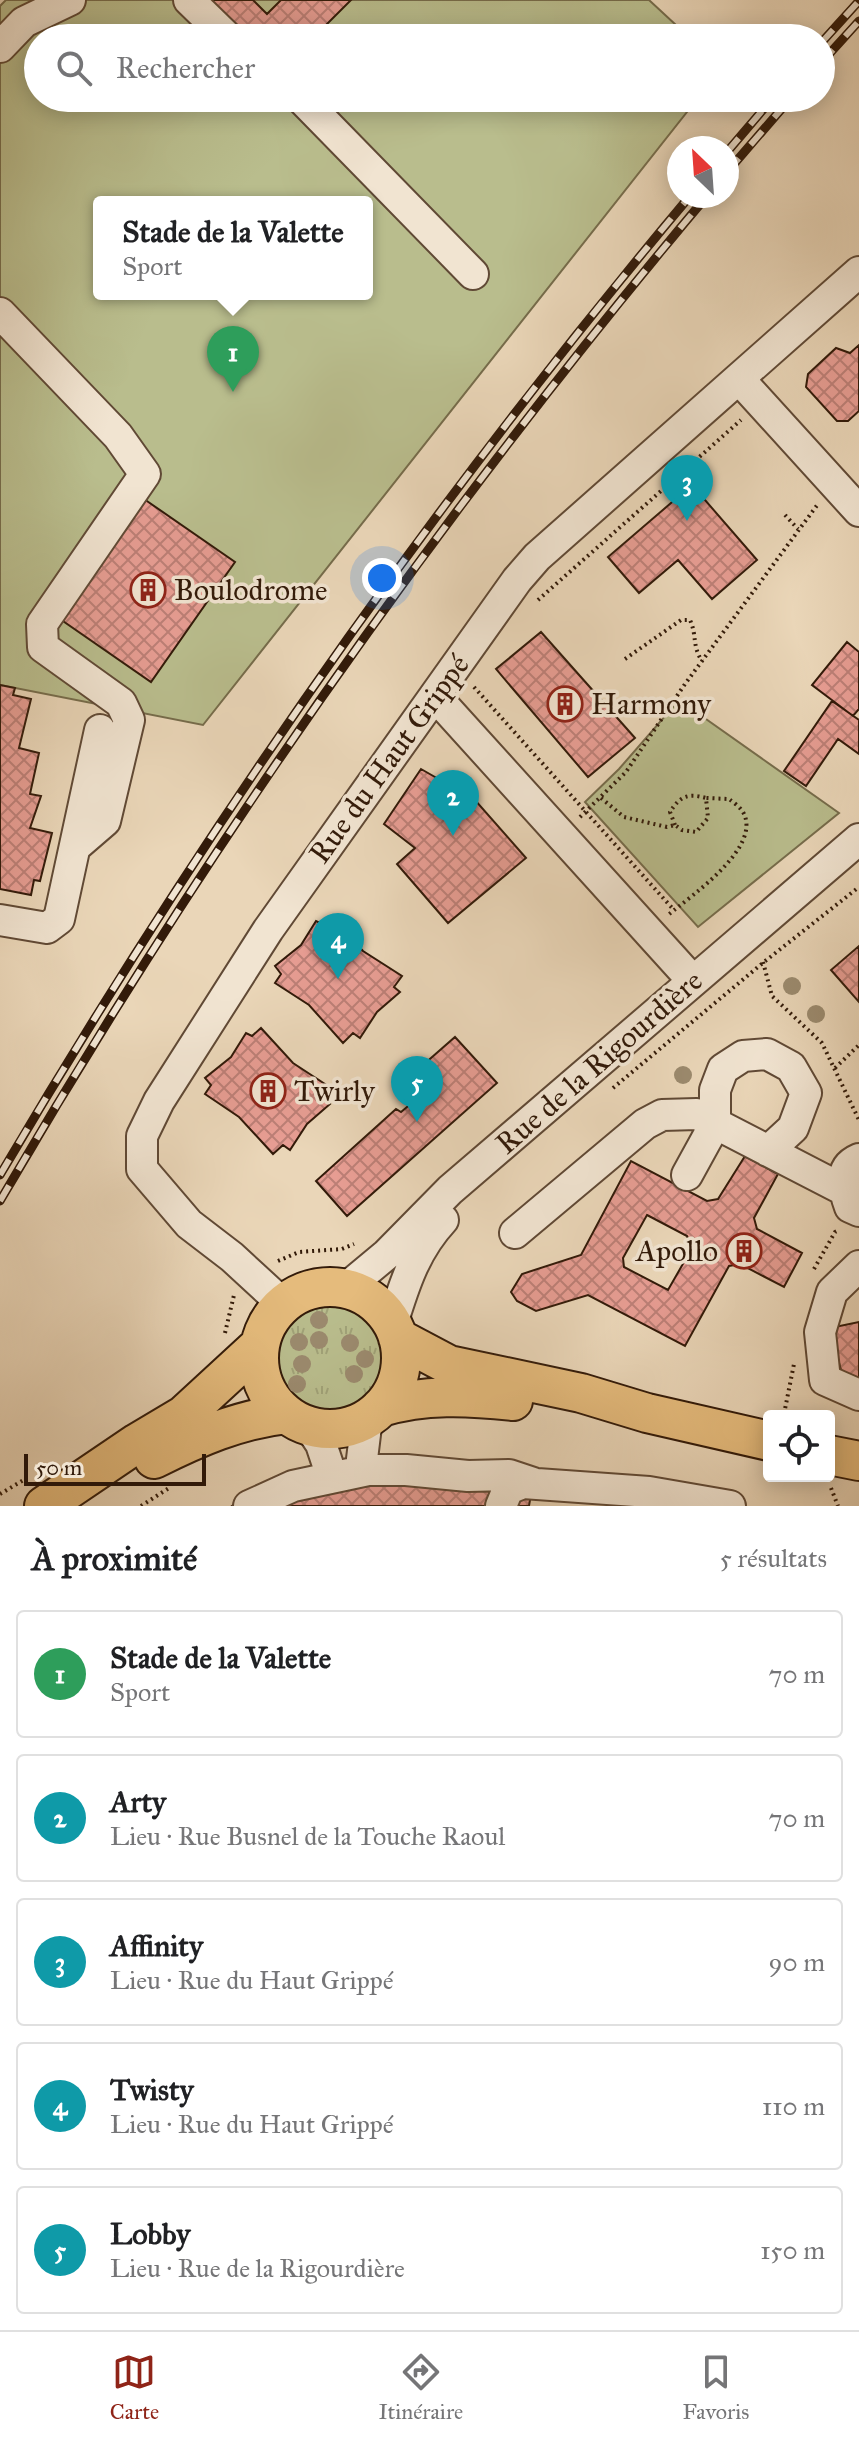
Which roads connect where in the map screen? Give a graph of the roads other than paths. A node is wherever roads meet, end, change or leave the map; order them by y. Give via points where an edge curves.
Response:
1 (70, 0) edge
2 (189, 0) edge
3 (214, 24) edge
4 (0, 47) edge
5 (315, 112) edge
6 (859, 272) edge
7 (473, 274) dead end
8 (0, 313) edge
9 (739, 379) junction
10 (850, 500) edge
11 (435, 696) junction
12 (100, 730) dead end
13 (859, 839) edge
14 (76, 846) junction
15 (859, 866) edge
16 (0, 920) edge
17 (693, 981) junction
18 (715, 1124) junction
19 (768, 1151) junction
20 (859, 1159) edge
21 (687, 1175) dead end
22 (851, 1200) edge
23 (515, 1233) dead end
24 (859, 1266) edge
25 (345, 1289) junction
26 (283, 1304) junction
27 (395, 1331) junction
28 (260, 1345) junction
29 (859, 1395) edge
30 (374, 1413) junction
31 (647, 1413) junction
32 (298, 1420) junction
33 (763, 1440) edge
34 (362, 1459) dead end
35 (328, 1465) dead end
36 (533, 1483) junction
37 (40, 1490) edge
38 (59, 1506) edge
39 (249, 1506) edge
40 (501, 1506) edge
41 (730, 1506) edge

1 - 4 street via 24,22
2 - 3 street
5 - 7 street
6 - 9 street, Rue du Haut Grippé
8 - 14 street via 118,436 145,474 42,624 43,647 121,703 129,720 105,821
9 - 10 street
9 - 11 street, Rue du Haut Grippé via 537,557
11 - 17 street
11 - 26 street, Rue du Haut Grippé via 268,930 142,1136 142,1169 189,1224
12 - 14 street
13 - 17 street, Rue de la Rigourdière
14 - 16 street via 59,919 47,928
15 - 27 street, Rue de la Rigourdière via 758,956 462,1199 413,1263
17 - 25 street, Rue de la Rigourdière via 450,1190
18 - 19 street
18 - 19 street via 715,1090 723,1069 743,1056 767,1054 791,1067 806,1093 793,1128
18 - 21 street
18 - 23 street via 697,1114 662,1115 645,1124
19 - 22 street
20 - 22 street via 845,1175
24 - 29 street via 832,1292 820,1332 825,1380
25 - 26 main road via 317,1289
25 - 27 main road via 377,1305
26 - 28 main road
27 - 30 main road via 401,1350 399,1375 389,1398
27 - 31 main road via 449,1365
28 - 32 main road via 269,1395
28 - 37 main road via 184,1415
30 - 31 main road via 403,1401 471,1396
30 - 32 main road via 339,1429
30 - 34 street
31 - 33 main road
32 - 35 street via 321,1444
32 - 38 main road via 264,1416 194,1439
36 - 39 street via 509,1475 368,1470 293,1486
36 - 40 street via 508,1489
36 - 41 street via 649,1492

Task brief —
Whenever the word "dead" occurs in a line above, copy that line.

Answer to the problem —
7 (473, 274) dead end
12 (100, 730) dead end
21 (687, 1175) dead end
23 (515, 1233) dead end
34 (362, 1459) dead end
35 (328, 1465) dead end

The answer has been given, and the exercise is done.